Teachers flee Kerio Valley ahead of national exams

Bandit attack

Area residents peer into the school bus that was shot at by bandits while carrying students of Mogil Secondary School in Marakwet East, Elgeyo Marakwet County on February 18, 2022. National exams in the Kerio Valley region could be jeopardised as teachers flee due to rising insecurity.

Photo credit: Jared Nyataya | Nation Media Group

What you need to know:

  • Reports indicate that more than 30 teachers in the insecurity prone area have deserted their schools.
  • The teachers, including heads of school, say they fear for their safety due to the incessant attacks.

Non-local teachers in schools bordering Kerio Valley are fleeing the area due to insecurity as activists urge the national government to suspend national examinations in the region. 

Human rights groups want the government to consider administering special examinations to learners in the region when normalcy returns to the region. They say this is the only way to provide a level-playing field for all the candidates.

Reports indicate that more than 30 teachers in the insecurity prone area have deserted their schools, paralysing learning and preparations for the national exams.

The teachers, including heads of school, say they fear for their safety due to the incessant attacks that have resulted in the killing of at least 30 people and displacement of hundreds since the beginning of the year.

Learning in more than 20 primary and secondary schools in the banditry prone areas in Baringo North and Baringo South has been paralysed, with some of them yet to reopen since the beginning of this term.

Recent banditry attacks and livestock theft in the area have sparked fresh fighting between the Marakwet and Pokot communities. The worst hit teachers are those from these two communities and who teach in Elgeyo-Marakwet and Baringo counties. They claim whenever a banditry attack is staged, they are accused of being informers.

The situation has been worsened by the killing of more than eight people on Saturday in a fierce gun fight between herders from Pokot and armed attackers suspected to be from the Marakwet community. Several people sustained gunshot wounds.

Last week, the Kenya National Union of Teachers (Knut) and Kenya Union of Post Primary Education (Kuppet) declared that teachers in the North Rift will boycott supervision of the national exams, which start next week, if they are not assured of their safety.

Knut officials said many primary and secondary schools in the Kerio Valley area have been deserted due to frequent banditry attacks.

Knut’s Elgeyo Marakwet executive secretary John Cheberi and Baringo’s Kuppet executive secretary Zecharia Nyomboi said teachers will withdraw their services ahead of the national examinations in solidarity with their colleagues who have lost their lives to the bandits.

They said the flare-ups have affected more than 100 schools in Kerio Valley alone, raising concerns that candidates in the area would miss the examinations if the situation is not tamed.

A head teacher from Tiaty West who sought anonymity for fear of victimisation told the Nation that he had been forced to stay at home for more than a month after attacks in the area escalated. 

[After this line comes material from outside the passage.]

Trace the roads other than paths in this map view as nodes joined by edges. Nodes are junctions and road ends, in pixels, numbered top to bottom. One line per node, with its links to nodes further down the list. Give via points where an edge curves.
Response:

“Those border schools are not safe for us anymore, especially when you come from the Pokot or Marakwet communities,” said the teacher. “Whenever one community attacks the other, you pray that they do not come for you for retaliation.” 

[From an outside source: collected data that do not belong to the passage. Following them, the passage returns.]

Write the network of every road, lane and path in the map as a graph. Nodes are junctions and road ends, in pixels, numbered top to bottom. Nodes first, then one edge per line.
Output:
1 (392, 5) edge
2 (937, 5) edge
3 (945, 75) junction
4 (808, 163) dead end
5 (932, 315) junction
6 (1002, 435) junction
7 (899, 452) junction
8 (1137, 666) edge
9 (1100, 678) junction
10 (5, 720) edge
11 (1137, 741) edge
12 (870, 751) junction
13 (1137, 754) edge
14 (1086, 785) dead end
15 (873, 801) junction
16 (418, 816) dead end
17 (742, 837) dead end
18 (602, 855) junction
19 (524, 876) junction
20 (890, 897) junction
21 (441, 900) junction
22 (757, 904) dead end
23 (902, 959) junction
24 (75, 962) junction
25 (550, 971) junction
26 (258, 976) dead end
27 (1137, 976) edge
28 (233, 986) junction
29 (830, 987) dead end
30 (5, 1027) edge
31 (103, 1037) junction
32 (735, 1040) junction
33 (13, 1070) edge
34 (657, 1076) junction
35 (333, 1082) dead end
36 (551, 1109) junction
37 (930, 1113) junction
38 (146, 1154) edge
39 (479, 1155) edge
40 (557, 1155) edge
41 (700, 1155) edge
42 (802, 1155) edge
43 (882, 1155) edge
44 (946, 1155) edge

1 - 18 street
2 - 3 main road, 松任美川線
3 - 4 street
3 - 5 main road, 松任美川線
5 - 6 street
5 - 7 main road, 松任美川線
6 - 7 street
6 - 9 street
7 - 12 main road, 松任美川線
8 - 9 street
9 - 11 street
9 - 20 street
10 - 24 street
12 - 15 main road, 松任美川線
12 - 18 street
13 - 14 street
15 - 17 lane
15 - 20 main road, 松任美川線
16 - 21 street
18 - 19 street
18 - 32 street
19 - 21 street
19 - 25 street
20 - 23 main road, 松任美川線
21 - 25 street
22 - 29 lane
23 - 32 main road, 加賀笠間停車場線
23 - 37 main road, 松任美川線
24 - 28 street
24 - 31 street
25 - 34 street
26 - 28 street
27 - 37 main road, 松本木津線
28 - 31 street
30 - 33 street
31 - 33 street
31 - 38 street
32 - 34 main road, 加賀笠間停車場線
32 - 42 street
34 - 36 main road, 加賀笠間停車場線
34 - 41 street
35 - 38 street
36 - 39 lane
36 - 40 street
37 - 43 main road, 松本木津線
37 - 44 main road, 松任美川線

“They have threatened me several times, especially when one of their own is killed during the attacks, and I am afraid they could make good their threats. I cannot take chances anymore,” added the distraught school head.

Another head teacher from Kerio Valley who has served in the region for more than a decade, said he has been using the dreaded Kerio bridge at the border of Marakwet East and Tiaty West but he was recently told to leave. He said the criminals told him they were acting on orders “from above”.

“I had differed with some local leaders on some issues concerning the school and so I didn’t take it lightly,” said the head teacher. He reported the matter at the Directorate of Criminal Investigation office in Chemolingot and the Ministry of Education before he was permitted to leave.

He regretted that most attacks are normally staged near institutions and whenever such happens, the non-local teachers are targeted.

Baringo branch Knut secretary Joshua Cheptarus urged the government to provide security.

“We urge the TSC to ensure that those teachers working in the volatile areas are safe and this can only be done by being evacuated from the disturbed areas until normalcy resumes,” he said.